Jean’s decision to go back to her father-in-law’s ranch comes out of desperation; she has no place else to go. And though she can’t quite get her own life together, she’s sensitive and vulnerable enough to know that she has to do something right for her daughter. Eager to provide a more decent life for her and Griff, she’s a good mom who continues to make bad choices.

Sadly, Lopez seems unable to find anything deep or interesting about her character: a sexual, flawed woman who feels vulnerable and guilty and still punishes herself for past events. Lopez, who has played similar roles before, gives a one-dimensional performance. Rumors have been circulating in town about how the editors have cut her part and worked around her. And, indeed, even in scenes that “belong” to her, it’s Redford who gets the close-up.

Jean’s daughter Griff (Becca Gardner) is a tough and resilient tomboy, and she’s the one who starts everything in motion. Gardner, who has the look of a young girl with maturity beyond her age, is well cast. Hallstrom, who has reputation of working well with children (“My Life as a Dog” is still his best film), coaxes an unsentimental performance from her.

The film’s romantic interest is provided by Crane (Josh Lucas), the local sheriff who’s innocent and provincial in the way that small-town characters are. Crane has inherited the same ethics that Einar represents. He understands that no matter what he says or does, Einar will break the law and take matters into his hands when it comes to defending Jean against the threatening Gary.

To balance the story’s male camaraderie, “Unfinished Life,” offers a friend for Jean, Nina (Camryn Manheim), a kind woman who despite tragedy in her own life has remained generous. Nina offers Jean a job at her diner, a place to sleep, and a shoulder to cry on.

Watching the women together you crave for the humor and intimacy that prevailed between Ellen Burstyn and Diane Ladd as two working-class waitresses, bruised by men, in Scorsese’s superior chic flick, “Alice Doesn’t Live Here Anymore.” But, alas, the only humor in the film comes from the interaction between Einar and Mitch, and Einar and Griff.
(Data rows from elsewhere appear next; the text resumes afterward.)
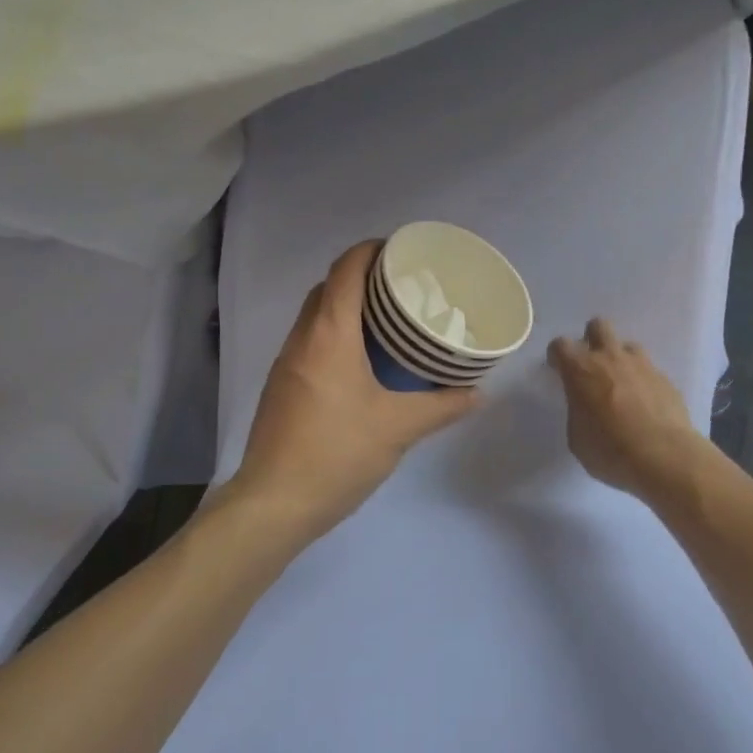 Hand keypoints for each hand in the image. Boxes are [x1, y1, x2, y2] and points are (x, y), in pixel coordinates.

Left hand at [232, 242, 478, 540]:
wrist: (275, 502)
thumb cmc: (338, 453)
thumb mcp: (398, 428)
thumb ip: (441, 406)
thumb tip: (478, 393)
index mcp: (329, 334)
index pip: (346, 269)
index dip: (371, 250)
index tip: (402, 251)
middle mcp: (302, 337)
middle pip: (328, 287)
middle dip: (362, 277)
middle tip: (403, 288)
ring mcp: (286, 361)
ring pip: (316, 315)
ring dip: (346, 306)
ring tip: (387, 321)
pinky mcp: (281, 385)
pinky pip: (310, 341)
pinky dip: (334, 334)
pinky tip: (361, 360)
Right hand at [547, 318, 706, 499]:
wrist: (665, 458)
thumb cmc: (610, 450)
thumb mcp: (577, 438)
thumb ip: (577, 412)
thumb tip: (585, 408)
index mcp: (581, 370)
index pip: (560, 345)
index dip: (557, 356)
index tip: (558, 370)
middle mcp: (610, 358)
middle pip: (598, 326)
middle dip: (592, 339)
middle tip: (592, 366)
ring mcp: (642, 366)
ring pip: (628, 345)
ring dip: (621, 359)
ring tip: (621, 384)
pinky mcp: (666, 380)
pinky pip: (649, 371)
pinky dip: (643, 382)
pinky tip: (645, 405)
Cinematographer Oliver Stapleton, working for the third time with Hallstrom, creates images that translate the drama into visual terms. As the film moves from tension and bleakness to a brighter ending, the lighting shifts from the dramatic and foreboding to a brighter and more pleasant one. Staleton’s use of space and shadows adds a sense of clarity to the story.

Hallstrom and production designer David Gropman (in their fifth collaboration) were inspired by black-and-white photographs of Wyoming ranches in Wyoming, trying to register a similar effect in color. The film was shot in British Columbia, whose landscape resembles Wyoming, and in the town of Ashcroft, Wyoming, which doubled for Ishawood, the story’s locale.

Set against the dramatic high-desert landscape, the ranch is one of the last family-owned cattle ranches in the region. To maintain the unkempt, desolate look of Einar’s ranch, the fourth-generation owners moved out of their place.